Irregular immigration and the European Union border control policies: Personal experiences of asylum seekers in the Trampoline House (Copenhagen, Denmark) with the EU border regimes and the Danish asylum system.

Detta är en Master-uppsats från Göteborgs universitet/Institutionen för globala studier

Sammanfattning: The current qualitative research is focused on the irregular asylum immigration into the European Union (EU) within a context of securitization practices. The case study is the Trampoline House - a small NGO in Copenhagen, Denmark that aims to facilitate a wider public dialogue within the field of asylum immigration. Adopting an ethnographic approach (in-depth interviews and participant observation, I tried to reveal the complexity of asylum migration in the light of restrictive immigration regimes and shed light on the shortcomings of the Danish asylum system that is considered among the fair ones in Europe.

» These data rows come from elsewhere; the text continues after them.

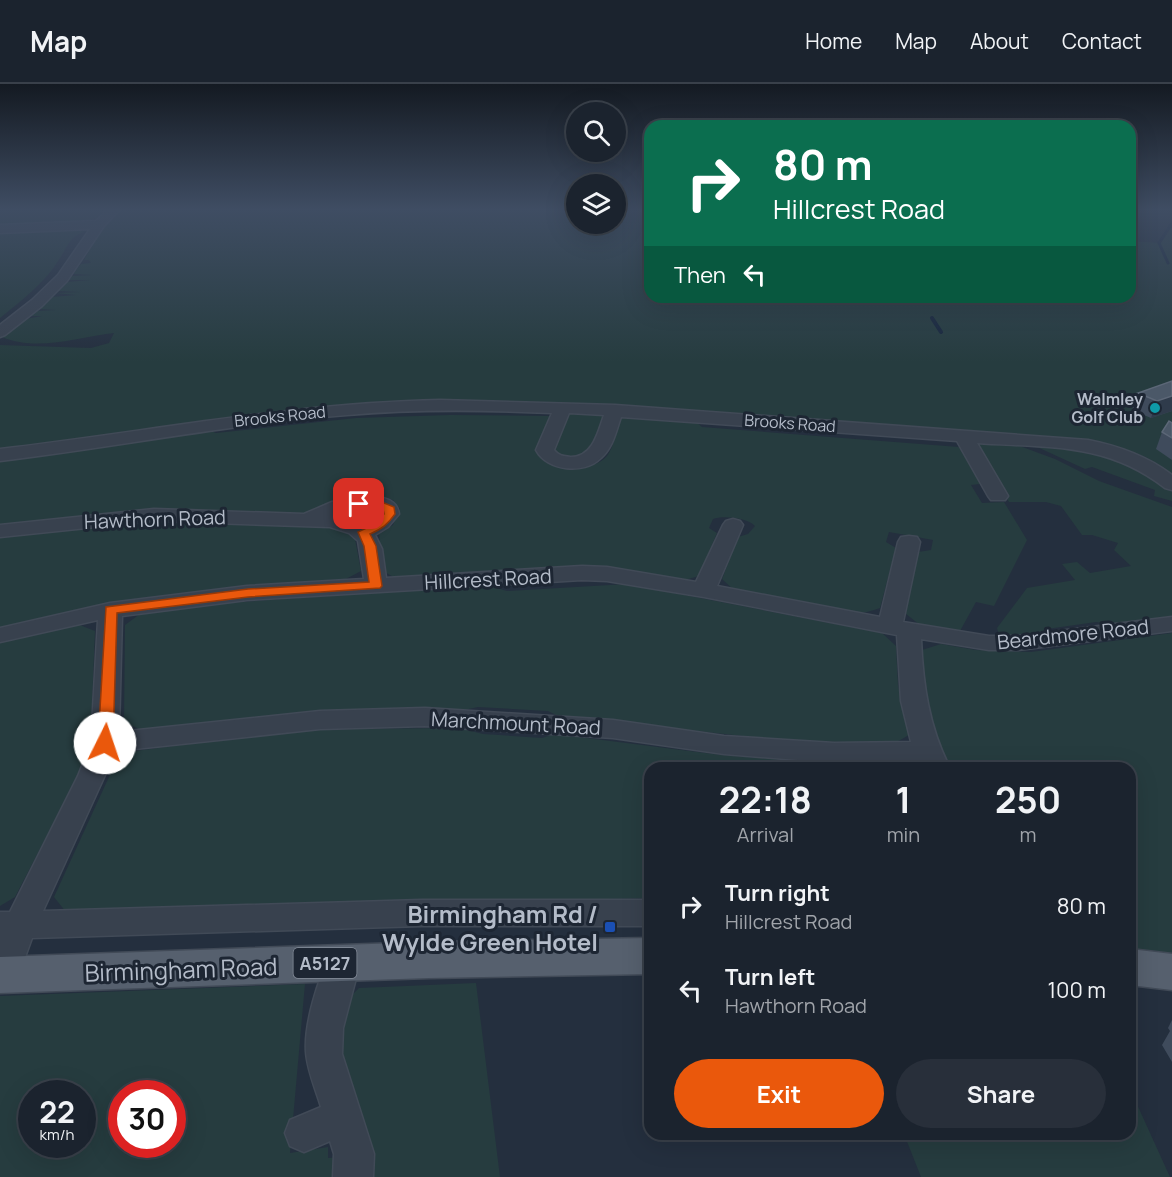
<!DOCTYPE html>
<style>
:root{--surface:#1b232e;--page:#282f3a;--text:#f1f3f6;--muted:#a0a4aa;--line:#39404a;--accent:#ea580c}
body{margin:0;font-family:Manrope,sans-serif;background:var(--page);color:var(--text);height:100vh;display:flex;flex-direction:column;font-size:22px;white-space:nowrap}
*{box-sizing:border-box;margin:0}
p{font-size:20px;color:var(--muted)}
.icon{flex:none;width:33px;height:33px;fill:none;stroke:currentColor;stroke-width:2;stroke-linecap:round;stroke-linejoin:round}
.map{position:relative;flex:1;overflow:hidden}
.side{position:absolute;left:644px;top:678px;width:492px;height:378px;display:flex;flex-direction:column;background:var(--surface);border-radius:18px;box-shadow:0 6px 24px #0002,0 0 0 2px var(--line)}
.side>*{flex:none}
.guide{position:absolute;left:644px;top:36px;width:492px;height:183px;border-radius:18px;box-shadow:0 6px 24px #0002,0 0 0 2px var(--line);background:#0b6e4f;color:#fff;overflow:hidden}
.controls{position:absolute;left:566px;top:18px;display:grid;gap:12px}
.controls a{display:grid;place-items:center;width:60px;height:60px;border-radius:50%;background:var(--surface);box-shadow:0 6px 24px #0002,0 0 0 2px var(--line);font-size:30px}
.speed{position:absolute;left:18px;top:996px;display:flex;gap:12px;font-size:30px;font-weight:700;text-align:center}
.speed>*{display:grid;place-content:center;width:78px;height:78px;border-radius:50%;background:var(--surface);box-shadow:0 6px 24px #0002,0 0 0 2px var(--line);line-height:1}
.speed small{font-size:15px;font-weight:400}
.speed .limit{border:9px solid #d22;background:#fff;color:#111}
.pin{position:absolute;display:grid;place-items:center;width:51px;height:51px;color:#fff;margin:-26px;border-radius:12px;box-shadow:0 3px 9px #0006}
.me{position:absolute;width:66px;margin:-33px;rotate:4deg;stroke-linejoin:round;filter:drop-shadow(0 0 4px #0008)}
.turn{display:flex;align-items:center;gap:21px;height:126px;padding:0 30px;font-size:27px}
.turn .icon{width:78px;height:78px;stroke-width:2.5}
.turn b{display:block;font-size:42px;line-height:51px}
.then{display:flex;align-items:center;height:57px;padding:0 30px;background:#0003;gap:12px;font-size:22px}
.eta{display:flex;justify-content:space-evenly;align-items:center;height:102px;text-align:center}
.eta b{font-size:36px;font-weight:700;line-height:42px}
.action{display:flex;gap:12px;margin-top:auto;padding:12px 30px}
.action a{flex:1;height:69px;border-radius:36px;background:var(--accent);color:#fff;font-size:24px;font-weight:700;line-height:69px;text-align:center}
.action a+a{background:var(--page);color:var(--text)}
ul{padding:0;list-style:none}
li{display:flex;align-items:center;gap:18px;height:84px;padding:0 30px}
li div{flex:1}
li b{display:block;font-size:22px}
li em{font-style:normal}
header{display:flex;align-items:center;gap:36px;box-sizing:border-box;height:84px;padding:0 30px;background:var(--surface);border-bottom:2px solid var(--line)}
header strong{font-size:28px}
nav{display:flex;gap:33px;margin-inline-start:auto;font-size:21px}
.map>svg:first-child{display:block}
.green{fill:#263c3f;fill-rule:evenodd}
.lines{fill:none;stroke-linecap:round;stroke-linejoin:round}
.stream-far1{stroke:#17263c;stroke-width:3}
.stream{stroke:#17263c;stroke-width:4}
.minor-casing{stroke:#414a57;stroke-width:3}
.major-casing{stroke:#414a57;stroke-width:3}
.minor{fill:#38414e;fill-rule:evenodd}
.major{fill:#56606e;fill-rule:evenodd}
.wall{fill:#3f4b5c}
.shaded-wall{fill:#2f3b4b}
.building{fill:#4b5868;stroke:#5c6777;stroke-width:1.5}
.route{fill:#ea580c;stroke:#983908;stroke-width:1.5}
.culture-dot{fill:#0f9aa8;stroke:#1d2633;stroke-width:2}
.transit-dot{fill:#1a4fb4;stroke:#1d2633;stroke-width:2}
.labels{text-anchor:middle;dominant-baseline:central;stroke-width:6;stroke-linejoin:round;paint-order:stroke}
.far-poi-label{font-size:16px;font-weight:bold;fill:#b4bcc9;stroke:#1d2633;text-anchor:end}
.far-street-label{font-size:16px;fill:#b4bcc9;stroke:#1d2633}
.shield{fill:#1d2633;stroke:#878f9c;stroke-width:1.5}
.shield-label{font-size:18px;font-weight:bold;fill:#b4bcc9}
.street-label{font-size:20px;fill:#b4bcc9;stroke:#1d2633}
.near-poi-label{font-size:24px;font-weight:bold;fill:#b4bcc9;stroke:#1d2633;text-anchor:end}
.near-street-label{font-size:24px;fill:#b4bcc9;stroke:#1d2633}
</style>
<header>
<strong>Map</strong>
<nav><a>Home</a><a>Map</a><a>About</a><a>Contact</a></nav>
</header>
<div class="map">
<svg width="1172" height="1093" viewBox="0 0 1172 1093">
<rect width="100%" height="100%" fill="#242f3e"/>
<g class="green">
<polygon points="0,125 108,125 96,134 72,140 0,143"/>
<path d="M122,125H576V140H615V125H649L650,213H1130V157L1161,159L1172,143V392L1146,373L1110,362C997,352 883,343 770,334C654,324 539,315 423,317C281,320 141,349 0,367V261L91,264L109,259L114,249C79,253 37,268 2,253L25,235L42,232H29L36,227L56,226L38,225L51,213L76,211L55,209L80,208L57,207L66,198L90,196H68L71,192L92,191L73,190L81,180L91,179L89,176H84L101,145Z"/>
<path d="M73,144L84,148C70,152 68,162 60,174C46,198 22,216 0,234V147Z"/>
<polygon points="568,329 604,331 595,367 579,376 552,369"/>
<path d="M450,331L552,332L537,369C548,387 593,389 607,372C614,363 616,347 620,336L625,333L694,336L702,343L959,363L980,400L971,401L982,419L1004,418L1027,456L994,522L976,518L960,547L920,541L905,529L918,468L931,466L933,456L889,448L886,458L896,464L880,524C861,531 845,532 826,522L735,507L722,495L738,453L748,450L755,442C748,434 723,431 713,435L709,444L717,449L699,492L681,497L631,487L397,495L383,487L379,450L393,441L400,425L393,416L388,415L336,417L303,430L170,425L0,442V376L208,346L216,349L356,334Z"/>
<path d="M983,358L1017,361L1055,375L1099,397L1172,423V532L1111,540L1096,538L1047,545C1033,553 1015,551 999,551L997,544L1027,504L1075,496L1062,480L1077,478L1090,489L1131,482L1114,466L1118,459L1092,451H1082L1061,422L1046,418H1009L978,363L979,359Z"/>
<polygon points="1035,362 1090,366 1146,387 1172,407 1172,417 1154,412 1155,406 1092,383 1085,385"/>
<polygon points="145,437 329,443 347,448 355,455 361,487 342,497 211,506 137,515 0,544 0,451"/>
<path d="M627,500L882,549L896,562L898,601L909,651L895,659L790,657L558,632L548,627L478,623L464,626C356,624 250,632 143,647L124,638L125,541L144,527L183,522L486,501L507,507Z"/>
<polygon points="77,540 95,547 91,644 86,667 76,696 15,813 0,822 0,558"/>
<path d="M1172,549V869L1130,864V684H951C932,649 923,606 922,566L941,560L976,566L1031,568Z"/>
<polygon points="459,644 483,650 542,654 555,650 721,671 789,676 902,679 914,684 650,684 649,814 66,828 54,813 114,682 135,667 273,649 331,645"/>
<polygon points="476,899 500,1093 364,1093 369,1069 369,1052 347,988 341,964 349,914 359,904"/>
<path d="M305,900L290,1069L328,1063V1074L343,1073L341,1093H0V912ZM32,1010H82V1060H32ZM122,1010H172V1060H122Z"/>
<polygon points="1130,1005 1170,1093 921,1093 904,1050 1130,1050"/>
</g>
<g class="lines">
<polyline class="stream-far1" points="1168,179 1159,159 1172,139"/>
<polyline class="stream" points="932,234 941,248"/>
<g class="minor-casing">
<g id="minor">
<polygon points="108,125 120,125 104,142 67,197 42,222 5,251 0,253 0,241 32,216 58,191 90,145 0,149 0,141 96,137"/>
<path d="M440,316L615,321L1088,356C1119,362 1147,372 1172,391V406L1165,404C1106,358 1048,364 977,359L1008,412L1005,416H991L988,412L957,357L621,333C616,347 613,364 601,374C584,391 547,387 536,366L552,329C484,326 415,325 347,331C231,340 116,363 0,377V365C147,348 292,319 440,316ZM569,329L604,331C598,348 593,373 571,373C563,372 559,372 554,366Z"/>
<path d="M371,412C384,414 397,415 399,430L388,443L375,451L382,465L386,494L582,482L607,483L696,498L723,441L726,437L733,435L740,437L743,441L717,502L880,533L898,458L901,453L909,452L917,453L920,458L903,538L989,552H1018L1172,533V547L1018,566H989L921,555C923,601 929,643 950,684H922L918,677L834,679L724,670L613,654L425,642L320,645L116,667L43,827L422,816H650V842H422L32,854L15,901L0,905V828H10L78,692L91,659L98,536L0,558V544L110,519L247,502L364,495L358,457L349,449L330,443L154,437L0,453V441L154,425L304,430L332,418ZM371,424L378,426L379,430L364,441L333,432L350,426ZM582,496L607,497L704,513L897,551L901,617L911,658L834,659L724,652L613,636L425,624L320,627L119,648L122,532L247,516Z"/>
<path d="M343,865L355,869L360,879L343,944L342,970L374,1070L373,1093H333L334,1070L330,1057L304,1068L290,1062L285,1049L290,1036L321,1023C316,1006 307,986 306,968C304,940 318,895 331,869Z"/>
</g>
</g>
<g class="major-casing">
<g id="major">
<polygon points="650,854 650,890 429,894 0,909 0,873 429,858"/>
<polygon points="1130,865 1172,870 1172,906 1130,901"/>
</g>
</g>
<use href="#minor" class="minor"/>
<use href="#major" class="major"/>
</g>
<g class="wall">
<polygon points="1172,297 1172,327 1151,334 1132,326 1138,309"/>
<polygon points="1172,339 1172,376 1156,365 1162,348"/>
<polygon points="1172,936 1172,978 1162,961 1170,947 1168,944"/>
</g>
<polygon class="shaded-wall" points="1172,312 1172,327 1151,334 1157,317"/>
<g class="building">
<polygon points="1172,297 1172,312 1157,317 1138,309"/>
<polygon points="1169,337 1172,339 1172,354 1162,348"/>
</g>
<linearGradient id="sky" x2="0" y2="1"><stop stop-color="#141a22"/><stop offset="0.45" stop-color="#3f4d63"/><stop offset="1" stop-color="#3f4d63" stop-opacity="0"/></linearGradient>
<rect width="1172" height="278" fill="url(#sky)"/>
<path class="route" d="M359,416H377L394,423L395,430C388,440 382,445 370,450L376,462L382,502L380,504L248,513L117,529L113,659L111,663H100L98,659L106,523L248,505L369,498L364,462L358,448L373,441L384,430L383,425L355,422V417Z"/>
<circle class="culture-dot" cx="1155" cy="324" r="6"/>
<rect class="transit-dot" x="604" y="837" width="12" height="12" rx="3"/>
<g class="labels">
<g class="far-poi-label">
<text x="1143" y="315">Walmley<tspan x="1143" dy="18">Golf Club</tspan></text>
</g>
<g class="far-street-label">
<text transform="translate(280 332) rotate(-6)">Brooks Road</text>
<text transform="translate(790 339) rotate(4)">Brooks Road</text>
</g>
<rect class="shield" x="293.5" y="864" width="63" height="30" rx="4.5"/>
<g class="shield-label">
<text x="325" y="879">A5127</text>
</g>
<g class="street-label">
<text transform="translate(155 435) rotate(-2)">Hawthorn Road</text>
<text transform="translate(488 495) rotate(-3)">Hillcrest Road</text>
<text transform="translate(1073 550) rotate(-6)">Beardmore Road</text>
<text transform="translate(516 639) rotate(3)">Marchmount Road</text>
</g>
<g class="near-poi-label">
<text x="598" y="829">Birmingham Rd /<tspan x="598" dy="28">Wylde Green Hotel</tspan></text>
</g>
<g class="near-street-label">
<text transform="translate(181 885) rotate(-2)">Birmingham Road</text>
</g>
</g>
</svg>
<div class="controls">
<a><svg class="icon" aria-label="search" viewBox="0 0 24 24"><circle cx="10" cy="10" r="6"/><path d="M15 15l6 6"/></svg></a>
<a><svg class="icon" aria-label="layers" viewBox="0 0 24 24"><path d="M12 4l9 5-9 5-9-5zM3 14l9 5 9-5"/></svg></a>
</div>
<div class="speed"><div>22<small>km/h</small></div><div class="limit">30</div></div>
<div class="pin" style="left:359px;top:420px;background:#d93025"><svg class="icon" aria-label="arrive" viewBox="0 0 24 24"><path d="M6 21V4h12l-3 4 3 4H6"/></svg></div>
<svg class="me" style="left:105px;top:659px" viewBox="-20 -20 40 40"><circle r="19" fill="#fff"/><path d="M0-13L10 11 0 6-10 11z" fill="#ea580c"/></svg>
<div class="guide">
<div class="turn"><svg class="icon" aria-label="right" viewBox="0 0 24 24"><path d="M7 20v-9h11M14 6l5 5-5 5"/></svg><div><b>80 m</b>Hillcrest Road</div></div>
<div class="then">Then<svg class="icon" aria-label="left" viewBox="0 0 24 24"><path d="M17 20v-9H6M10 6l-5 5 5 5"/></svg></div>
</div>
<section class="side">
<div class="eta">
<div><b>22:18</b><p>Arrival</p></div>
<div><b>1</b><p>min</p></div>
<div><b>250</b><p>m</p></div>
</div>
<ul>
<li><svg class="icon" aria-label="right" viewBox="0 0 24 24"><path d="M7 20v-9h11M14 6l5 5-5 5"/></svg><div><b>Turn right</b><p>Hillcrest Road</p></div><em>80 m</em></li>
<li><svg class="icon" aria-label="left" viewBox="0 0 24 24"><path d="M17 20v-9H6M10 6l-5 5 5 5"/></svg><div><b>Turn left</b><p>Hawthorn Road</p></div><em>100 m</em></li>
</ul>
<div class="action"><a>Exit</a><a>Share</a></div>
</section>
</div>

The asylum seekers’ personal meaning-making process is of crucial importance, especially in the interdisciplinary field of international migration. The thesis argues that because of the ongoing attempts to restrict the legal options for people fleeing conflict zones to seek international protection, labeling asylum seekers “illegal” contributes to their further criminalization and/or victimization. Therefore the term “irregular” was employed in the current research. The Results section is organized into three thematic parts. In the first one, attention is paid to what Carling (2002) calls “the aspiration-ability” model, i.e. the desire to migrate and the ability to fulfill this wish. That includes, among others, choice and coercion in the decision-making process and financing and organizing “the trip” to Europe. The second part reveals interesting details about informants’ personal experiences with the EU border control regimes and their evaluation on the matter of the overall difficulty to enter EU. The third part is focused on the ways asylum seekers are experiencing and evaluating the Danish asylum system. Interesting are the reflections of the informants on the question of staying underground. Thesis concludes that the recent European immigration restriction policies have created a profitable international business for people smugglers and that the expensive surveillance technologies and better trained police officers at the external borders have little to no success in preventing people to enter the EU.